Stored data entries:

----------

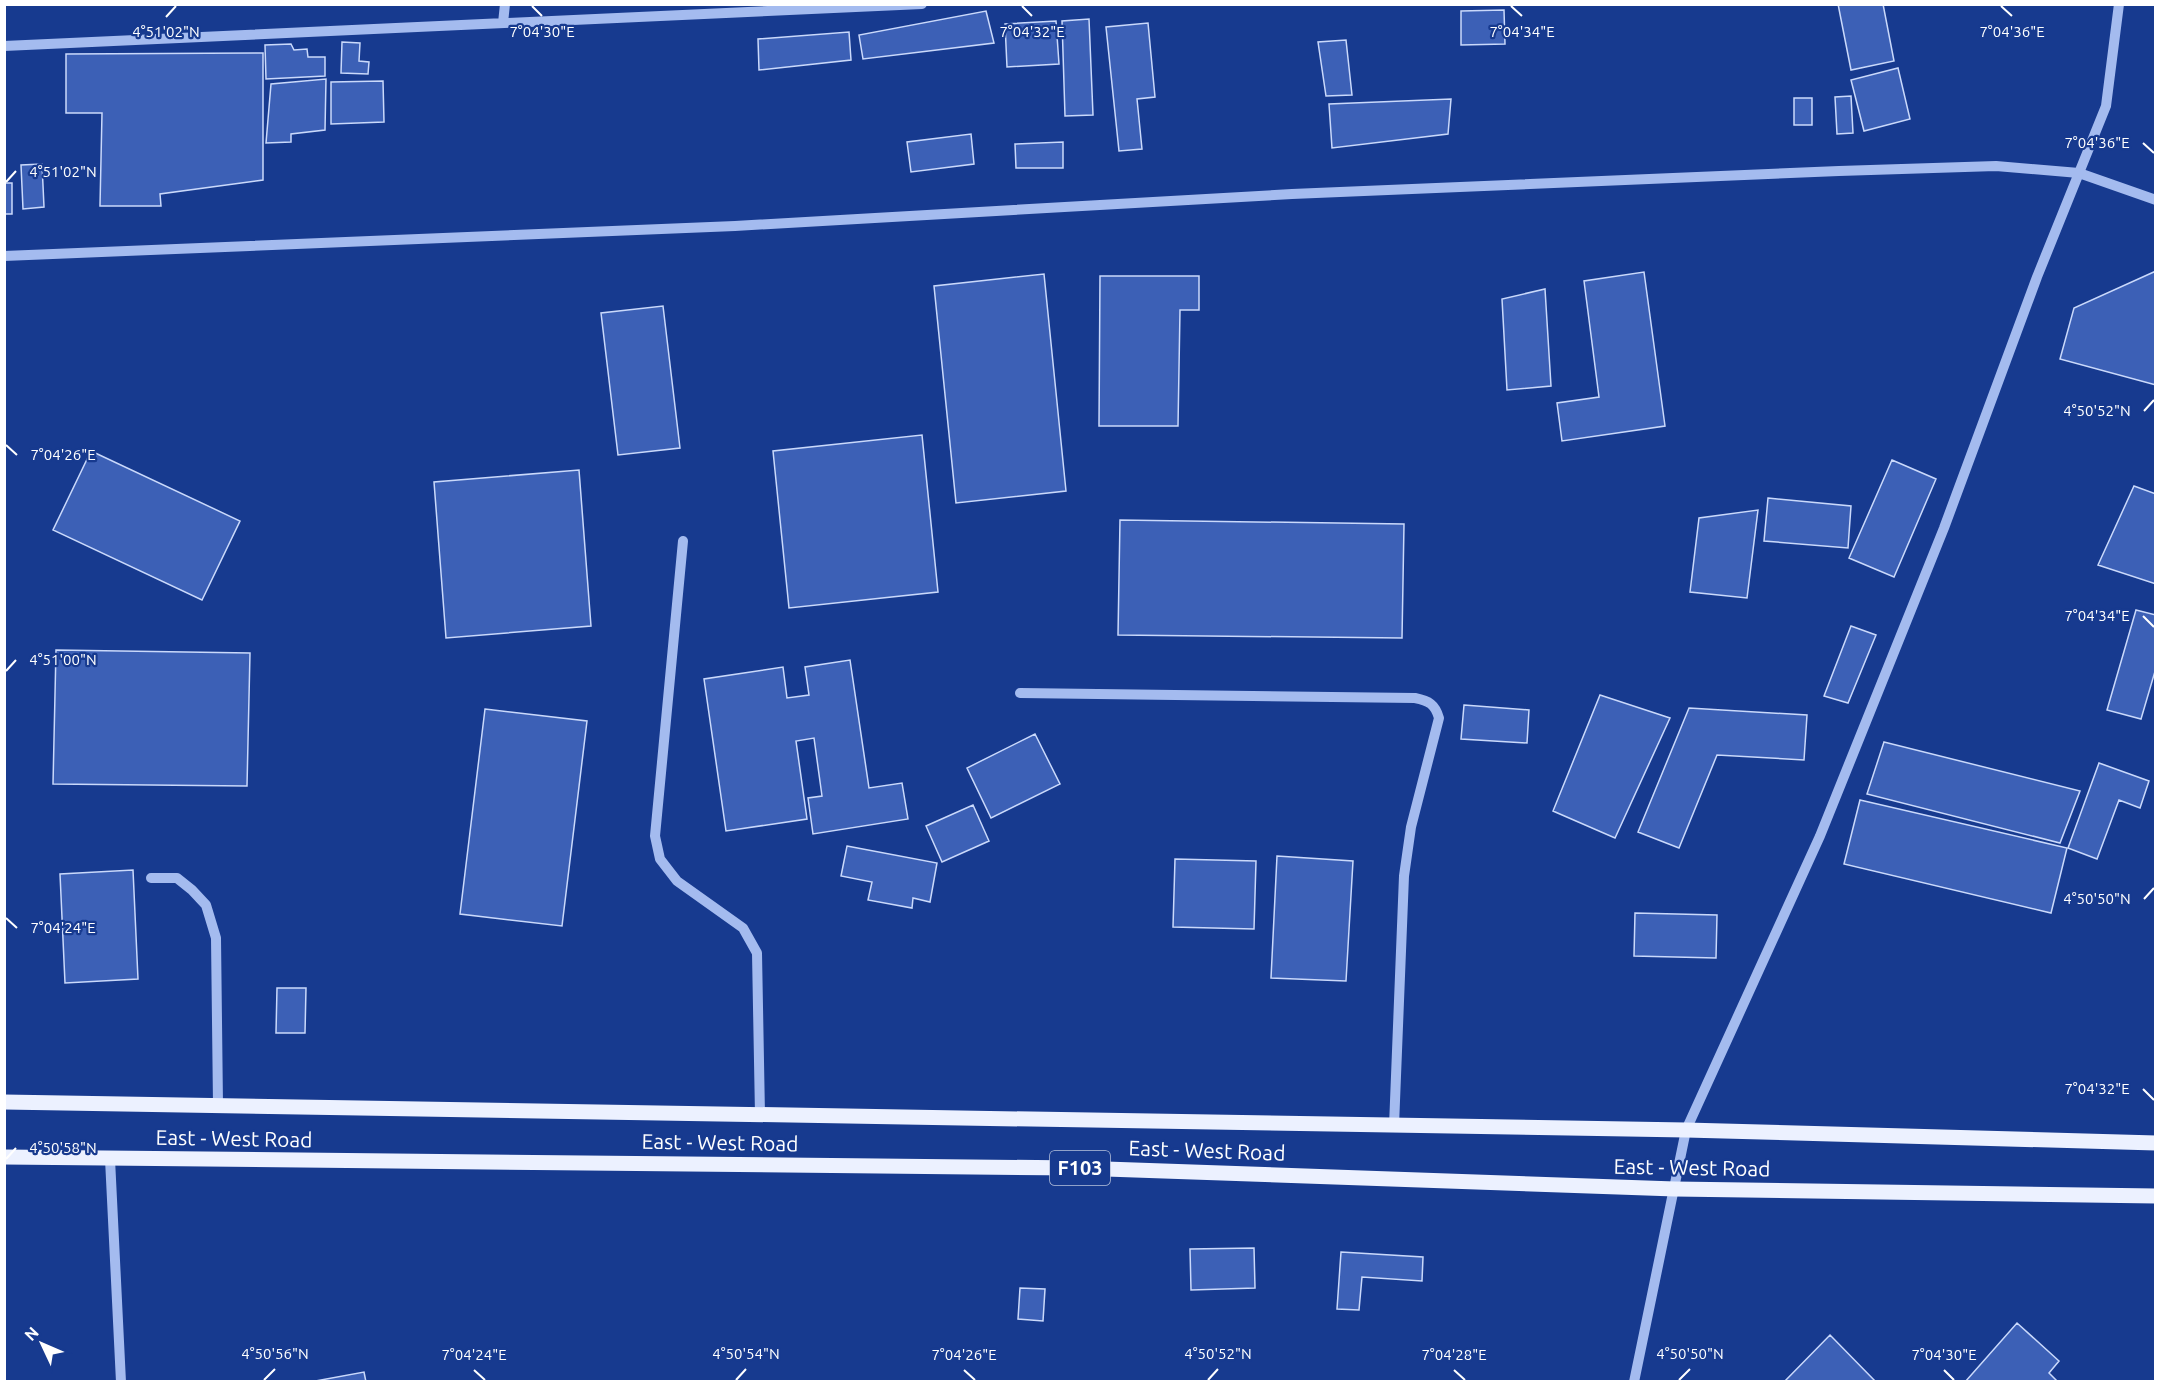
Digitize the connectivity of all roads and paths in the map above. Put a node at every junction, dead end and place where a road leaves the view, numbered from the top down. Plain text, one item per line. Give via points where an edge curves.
1 (505, 4) edge
2 (922, 4) edge
3 (2119, 4) edge
4 (503, 23) junction
5 (4, 46) edge
6 (2079, 173) junction
7 (2156, 200) edge
8 (4, 256) edge
9 (683, 541) dead end
10 (1020, 693) dead end
11 (151, 878) dead end
12 (4, 1102) edge
13 (218, 1105) junction
14 (760, 1115) junction
15 (1394, 1126) junction
16 (1686, 1130) junction
17 (2156, 1143) edge
18 (4, 1157) edge
19 (110, 1158) junction
20 (1675, 1189) junction
21 (2156, 1196) edge
22 (121, 1382) edge
23 (1634, 1382) edge

1 - 4 street
2 - 4 street
3 - 6 street via 2106,106
4 - 5 street
6 - 7 street
6 - 8 street via 1996,166 1839,171 1304,194 735,226
6 - 16 street via 1944,528 1820,836
9 - 14 street via 655,836 660,859 677,881 743,928 757,953
10 - 15 street via 1415,698 1436,707 1439,718 1411,827 1404,876
11 - 13 street via 177,878 192,890 206,905 216,938
12 - 13 main road, East - West Road / F103
13 - 14 main road, East - West Road / F103
14 - 15 main road, East - West Road / F103
15 - 16 main road, East - West Road / F103
16 - 17 main road, East - West Road / F103
16 - 20 street
18 - 19 main road, East - West Road / F103
19 - 20 main road, East - West Road / F103 via 1077,1168
19 - 22 street
20 - 21 main road, East - West Road / F103
20 - 23 street

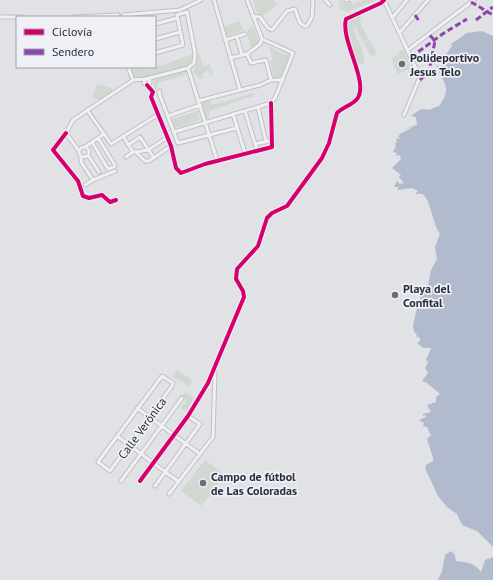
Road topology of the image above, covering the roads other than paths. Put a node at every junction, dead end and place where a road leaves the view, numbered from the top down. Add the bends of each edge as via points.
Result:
1 (201, 0) edge
2 (214, 0) edge
3 (247, 0) edge
4 (313, 0) edge
5 (325, 0) edge
6 (389, 0) edge
7 (407, 0) edge
8 (428, 0) edge
9 (467, 0) edge
10 (472, 1) edge
11 (385, 2) edge
12 (330, 5) dead end
13 (117, 16) edge
14 (124, 16) edge
15 (130, 16) edge
16 (253, 16) junction
17 (0, 17) edge
18 (16, 17) edge
19 (177, 18) junction
20 (392, 18) junction
21 (156, 24) edge
22 (180, 32) junction
23 (400, 32) junction
24 (245, 34) dead end
25 (237, 37) junction
26 (156, 39) edge
27 (262, 39) junction
28 (225, 40) junction
29 (408, 50) junction
30 (156, 53) edge
31 (247, 54) junction
32 (242, 55) junction
33 (230, 58) junction
34 (128, 68) edge
35 (188, 68) junction
36 (156, 77) junction
37 (146, 79) junction
38 (134, 80) junction
39 (271, 80) junction
40 (283, 80) junction
41 (150, 82) junction
42 (145, 84) junction
43 (240, 90) junction
44 (160, 91) dead end
45 (198, 101) junction
46 (271, 103) junction
47 (200, 105) junction
48 (258, 107) junction
49 (87, 110) junction
50 (245, 111) junction
51 (159, 114) junction
52 (233, 114) junction
53 (168, 116) junction
54 (404, 116) dead end
55 (205, 123) junction
56 (237, 128) junction
57 (174, 132) junction
58 (66, 133) junction
59 (104, 134) junction
60 (209, 135) junction
61 (123, 136) junction
62 (168, 137) junction
63 (98, 138) junction
64 (272, 140) junction
65 (92, 142) junction
66 (266, 142) junction
67 (255, 144) junction
68 (128, 145) junction
69 (172, 146) junction
70 (85, 147) junction
71 (148, 150) junction
72 (257, 150) junction
73 (79, 151) junction
74 (135, 152) junction
75 (245, 153) junction
76 (88, 155) junction
77 (81, 157) junction
78 (126, 157) dead end
79 (154, 158) junction
80 (217, 160) junction
81 (115, 171) dead end
82 (99, 172) dead end
83 (93, 180) junction
84 (85, 185) dead end
85 (116, 200) dead end
86 (215, 370) junction
87 (210, 383) junction
88 (213, 392) junction
89 (182, 398) dead end
90 (137, 408) junction
91 (188, 416) junction
92 (149, 417) junction
93 (161, 426) junction
94 (174, 435) junction
95 (117, 436) junction
96 (186, 444) junction
97 (129, 446) junction
98 (141, 454) junction
99 (200, 454) junction
100 (153, 463) junction
101 (165, 472) junction
102 (140, 480) dead end
103 (121, 481) dead end
104 (179, 482) junction
105 (155, 486) dead end
106 (169, 494) dead end

1 - 15 street via 180,10
2 - 28 street
3 - 16 street
4 - 16 street via 312,17 307,26 301,24 295,9 287,11 272,30 260,17
5 - 12 street
6 - 11 street
7 - 20 street
8 - 23 street
9 - 10 street
10 - 29 street
11 - 20 street
11 - 86 street via 346,18 346,34 360,83 360,95 337,113 322,158 287,206 267,218 256,249 236,272 236,279 244,297
13 - 14 street
14 - 15 street
16 - 27 street
17 - 18 street
19 - 21 street
19 - 22 street
19 - 35 street via 179,14 187,12 195,52 194,63
20 - 23 street
22 - 26 street
22 - 30 street via 182,45
23 - 29 street
24 - 25 street
25 - 28 street
25 - 32 street
27 - 31 street via 258,48
27 - 40 street via 293,53
28 - 33 street
29 - 54 street via 420,80 415,86
31 - 32 street
31 - 39 street via 251,63 266,60
32 - 33 street
33 - 43 street
34 - 38 street
35 - 36 street
35 - 45 street
36 - 37 street
36 - 41 street
37 - 38 street
37 - 41 street
37 - 42 street
38 - 42 street
38 - 49 street
39 - 40 street
39 - 43 street
40 - 46 street
41 - 42 street
42 - 51 street via 153,92 152,97
43 - 45 street
44 - 53 street
45 - 47 street
46 - 48 street
46 - 64 street
47 - 53 street
47 - 55 street
48 - 50 street
48 - 66 street
49 - 58 street via 73,120
49 - 59 street
50 - 52 street
50 - 67 street
51 - 61 street
51 - 62 street
52 - 55 street
52 - 56 street
53 - 57 street
55 - 57 street
55 - 60 street
56 - 60 street
56 - 75 street
57 - 60 street via 178,144
58 - 73 street
58 - 85 street via 53,150 75,177 83,196 89,198 102,195 110,202
59 - 61 street via 111,144
59 - 63 street
60 - 80 street
61 - 68 street
62 - 69 street
62 - 71 street
63 - 65 street
63 - 65 street via 114,167 108,169
64 - 66 street
64 - 72 street via 272,147
65 - 70 street
66 - 67 street
67 - 72 street
68 - 71 street via 140,137
68 - 74 street
69 - 79 street
69 - 80 street via 176,168 181,173
70 - 73 street
70 - 76 street via 89,151
71 - 74 street
71 - 79 street
72 - 75 street
73 - 77 street
74 - 78 street
74 - 79 street via 145,161
75 - 80 street
76 - 77 street
76 - 82 street
77 - 83 street via 81,162
81 - 83 street
83 - 84 street
86 - 87 street
86 - 88 street
87 - 88 street
87 - 91 street
88 - 99 street via 214,434
89 - 93 street
90 - 92 street
90 - 92 street, Calle Verónica via 160,377 164,376 173,384
90 - 95 street
91 - 94 street
91 - 96 street via 200,424
92 - 93 street
92 - 97 street, Calle Verónica
93 - 94 street
93 - 98 street
94 - 96 street
94 - 100 street
95 - 97 street
95 - 97 street, Calle Verónica via 98,462 110,471
96 - 99 street
96 - 101 street
97 - 98 street
98 - 100 street
98 - 103 street
99 - 104 street
100 - 101 street
100 - 102 street
101 - 104 street
101 - 105 street
104 - 106 street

----------

- _WHAT IS BEING ASKED_: Go through the data and copy every line that includes "place".

- _SOLVED PROBLEM_:
Digitize the connectivity of all roads and paths in the map above. Put a node at every junction, dead end and place where a road leaves the view, numbered from the top down. Plain text, one item per line. Give via points where an edge curves.
Road topology of the image above, covering the roads other than paths. Put a node at every junction, dead end and place where a road leaves the view, numbered from the top down. Add the bends of each edge as via points.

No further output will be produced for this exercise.